*** The data Section Begins ***
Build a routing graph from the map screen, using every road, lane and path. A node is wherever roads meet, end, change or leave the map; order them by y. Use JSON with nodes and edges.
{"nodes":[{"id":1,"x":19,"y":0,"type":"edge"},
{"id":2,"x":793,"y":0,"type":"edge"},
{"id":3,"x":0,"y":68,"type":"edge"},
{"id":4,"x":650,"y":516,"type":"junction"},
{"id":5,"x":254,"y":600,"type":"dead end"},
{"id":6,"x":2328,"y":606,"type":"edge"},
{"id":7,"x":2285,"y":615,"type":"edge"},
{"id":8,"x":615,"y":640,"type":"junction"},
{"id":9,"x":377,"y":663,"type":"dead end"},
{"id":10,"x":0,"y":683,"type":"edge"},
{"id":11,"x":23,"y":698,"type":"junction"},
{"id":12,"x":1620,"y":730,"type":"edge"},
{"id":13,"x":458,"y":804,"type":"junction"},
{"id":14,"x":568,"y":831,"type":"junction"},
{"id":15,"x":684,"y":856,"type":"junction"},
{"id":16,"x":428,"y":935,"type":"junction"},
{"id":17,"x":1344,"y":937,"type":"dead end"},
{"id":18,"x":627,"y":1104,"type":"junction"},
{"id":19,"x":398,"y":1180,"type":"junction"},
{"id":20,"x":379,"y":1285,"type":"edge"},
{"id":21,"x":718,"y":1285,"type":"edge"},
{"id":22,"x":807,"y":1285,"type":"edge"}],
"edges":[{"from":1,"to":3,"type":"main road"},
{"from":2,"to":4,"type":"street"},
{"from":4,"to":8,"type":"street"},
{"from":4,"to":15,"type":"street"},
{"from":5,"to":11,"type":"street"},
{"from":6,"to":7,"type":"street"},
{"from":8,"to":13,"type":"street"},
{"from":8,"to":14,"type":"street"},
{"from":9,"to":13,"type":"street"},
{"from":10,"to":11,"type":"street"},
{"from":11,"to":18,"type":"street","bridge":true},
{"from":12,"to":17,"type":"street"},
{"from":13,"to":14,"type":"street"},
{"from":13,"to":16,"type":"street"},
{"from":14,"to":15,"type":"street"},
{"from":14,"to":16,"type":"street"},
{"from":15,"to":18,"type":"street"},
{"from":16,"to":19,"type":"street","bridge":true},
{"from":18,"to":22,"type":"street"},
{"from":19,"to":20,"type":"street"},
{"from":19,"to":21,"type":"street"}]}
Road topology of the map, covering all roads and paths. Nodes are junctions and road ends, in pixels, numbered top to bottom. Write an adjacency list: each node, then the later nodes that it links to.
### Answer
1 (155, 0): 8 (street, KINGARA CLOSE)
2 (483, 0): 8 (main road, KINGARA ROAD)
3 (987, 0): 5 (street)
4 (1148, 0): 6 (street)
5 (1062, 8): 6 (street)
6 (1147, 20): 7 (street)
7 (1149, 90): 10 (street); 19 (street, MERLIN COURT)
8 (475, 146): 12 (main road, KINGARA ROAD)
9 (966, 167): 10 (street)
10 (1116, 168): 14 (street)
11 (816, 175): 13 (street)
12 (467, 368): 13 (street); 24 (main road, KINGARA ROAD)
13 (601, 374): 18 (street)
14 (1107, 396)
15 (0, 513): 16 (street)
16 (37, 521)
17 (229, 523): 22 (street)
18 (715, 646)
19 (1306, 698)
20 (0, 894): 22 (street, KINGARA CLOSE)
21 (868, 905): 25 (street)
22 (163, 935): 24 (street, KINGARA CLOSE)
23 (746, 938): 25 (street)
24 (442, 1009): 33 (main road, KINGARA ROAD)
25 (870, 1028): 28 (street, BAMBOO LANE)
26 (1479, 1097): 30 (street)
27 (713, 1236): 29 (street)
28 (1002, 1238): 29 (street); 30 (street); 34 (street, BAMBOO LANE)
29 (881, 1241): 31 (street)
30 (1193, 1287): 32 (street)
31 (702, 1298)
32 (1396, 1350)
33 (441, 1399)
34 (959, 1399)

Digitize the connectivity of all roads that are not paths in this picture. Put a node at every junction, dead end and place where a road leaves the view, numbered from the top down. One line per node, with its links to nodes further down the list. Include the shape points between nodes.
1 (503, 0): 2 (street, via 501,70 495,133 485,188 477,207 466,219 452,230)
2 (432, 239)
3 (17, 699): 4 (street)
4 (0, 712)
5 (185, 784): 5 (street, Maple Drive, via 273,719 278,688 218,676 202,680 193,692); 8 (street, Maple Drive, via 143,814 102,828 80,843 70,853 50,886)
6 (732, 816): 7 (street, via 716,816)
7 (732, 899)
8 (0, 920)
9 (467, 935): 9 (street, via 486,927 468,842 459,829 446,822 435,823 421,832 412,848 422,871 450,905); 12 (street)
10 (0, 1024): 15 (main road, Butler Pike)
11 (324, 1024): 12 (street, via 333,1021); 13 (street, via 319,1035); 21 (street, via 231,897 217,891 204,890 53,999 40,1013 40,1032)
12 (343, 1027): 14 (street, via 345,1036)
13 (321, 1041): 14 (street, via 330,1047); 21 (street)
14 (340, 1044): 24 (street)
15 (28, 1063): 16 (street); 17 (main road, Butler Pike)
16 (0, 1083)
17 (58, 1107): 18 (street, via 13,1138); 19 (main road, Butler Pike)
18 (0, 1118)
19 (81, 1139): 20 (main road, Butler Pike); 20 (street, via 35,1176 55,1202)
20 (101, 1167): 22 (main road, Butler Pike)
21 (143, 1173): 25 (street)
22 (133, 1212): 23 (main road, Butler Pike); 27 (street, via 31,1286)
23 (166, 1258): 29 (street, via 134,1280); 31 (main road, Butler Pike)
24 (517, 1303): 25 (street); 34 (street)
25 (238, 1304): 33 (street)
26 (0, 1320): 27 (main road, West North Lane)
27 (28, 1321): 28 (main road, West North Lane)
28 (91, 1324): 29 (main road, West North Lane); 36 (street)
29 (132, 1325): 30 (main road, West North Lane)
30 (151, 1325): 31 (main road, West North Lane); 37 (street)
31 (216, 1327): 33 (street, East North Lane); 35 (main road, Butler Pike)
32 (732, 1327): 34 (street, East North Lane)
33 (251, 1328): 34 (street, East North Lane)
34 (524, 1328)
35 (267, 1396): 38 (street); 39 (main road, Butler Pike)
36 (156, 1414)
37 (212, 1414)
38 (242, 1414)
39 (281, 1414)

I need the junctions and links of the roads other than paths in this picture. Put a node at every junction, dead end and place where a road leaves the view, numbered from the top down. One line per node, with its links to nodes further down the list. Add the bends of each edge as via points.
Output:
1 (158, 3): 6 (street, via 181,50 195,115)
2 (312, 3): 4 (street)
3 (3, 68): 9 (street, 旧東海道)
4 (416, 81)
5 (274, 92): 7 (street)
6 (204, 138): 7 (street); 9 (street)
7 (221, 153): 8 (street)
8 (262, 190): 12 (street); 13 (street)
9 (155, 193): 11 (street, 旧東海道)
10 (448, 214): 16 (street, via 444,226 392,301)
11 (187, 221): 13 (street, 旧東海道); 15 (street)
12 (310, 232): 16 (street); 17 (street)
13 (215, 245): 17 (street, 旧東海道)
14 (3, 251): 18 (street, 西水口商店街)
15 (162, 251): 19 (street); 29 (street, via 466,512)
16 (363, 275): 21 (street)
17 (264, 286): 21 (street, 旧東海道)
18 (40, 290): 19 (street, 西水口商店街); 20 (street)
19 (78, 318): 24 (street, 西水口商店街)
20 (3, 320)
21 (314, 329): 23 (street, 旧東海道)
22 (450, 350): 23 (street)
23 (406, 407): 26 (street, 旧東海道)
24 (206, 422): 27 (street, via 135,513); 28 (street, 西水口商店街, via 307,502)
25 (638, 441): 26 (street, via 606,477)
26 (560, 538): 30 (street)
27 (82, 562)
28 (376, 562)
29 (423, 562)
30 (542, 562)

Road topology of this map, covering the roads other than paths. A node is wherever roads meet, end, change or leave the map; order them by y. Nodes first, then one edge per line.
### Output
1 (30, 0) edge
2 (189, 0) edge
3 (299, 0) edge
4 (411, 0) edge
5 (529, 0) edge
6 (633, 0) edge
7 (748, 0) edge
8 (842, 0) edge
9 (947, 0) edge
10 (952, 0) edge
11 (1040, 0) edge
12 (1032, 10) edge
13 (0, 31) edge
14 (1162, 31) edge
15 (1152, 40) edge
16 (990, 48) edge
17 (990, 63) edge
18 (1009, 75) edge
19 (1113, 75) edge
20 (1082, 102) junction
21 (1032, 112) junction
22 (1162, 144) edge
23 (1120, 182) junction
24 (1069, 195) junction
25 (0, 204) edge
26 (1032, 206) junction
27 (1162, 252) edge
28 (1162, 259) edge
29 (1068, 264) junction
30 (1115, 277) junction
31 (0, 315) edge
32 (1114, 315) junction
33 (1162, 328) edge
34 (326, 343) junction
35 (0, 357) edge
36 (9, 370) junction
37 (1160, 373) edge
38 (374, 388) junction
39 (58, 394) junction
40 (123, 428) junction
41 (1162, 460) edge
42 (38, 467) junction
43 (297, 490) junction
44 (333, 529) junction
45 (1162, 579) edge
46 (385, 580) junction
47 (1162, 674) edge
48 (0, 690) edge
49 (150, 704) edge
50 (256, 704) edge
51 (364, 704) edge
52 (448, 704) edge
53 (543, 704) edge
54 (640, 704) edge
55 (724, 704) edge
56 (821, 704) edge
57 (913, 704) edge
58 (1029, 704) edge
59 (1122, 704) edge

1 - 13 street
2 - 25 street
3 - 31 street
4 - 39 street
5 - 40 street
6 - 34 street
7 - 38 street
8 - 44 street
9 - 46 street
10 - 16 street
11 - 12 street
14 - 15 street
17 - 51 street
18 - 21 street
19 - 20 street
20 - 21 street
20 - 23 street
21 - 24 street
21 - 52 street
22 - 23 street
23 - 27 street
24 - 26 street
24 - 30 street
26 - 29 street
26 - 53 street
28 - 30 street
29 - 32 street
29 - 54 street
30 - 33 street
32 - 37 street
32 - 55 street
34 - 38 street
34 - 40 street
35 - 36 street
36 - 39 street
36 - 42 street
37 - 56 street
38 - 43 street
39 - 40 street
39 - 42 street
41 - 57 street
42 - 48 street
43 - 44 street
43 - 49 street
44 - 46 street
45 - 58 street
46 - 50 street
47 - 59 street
*** The data Section Ends ***
State only the count of lines above that hold the string "down".

**Result of this exercise**: 2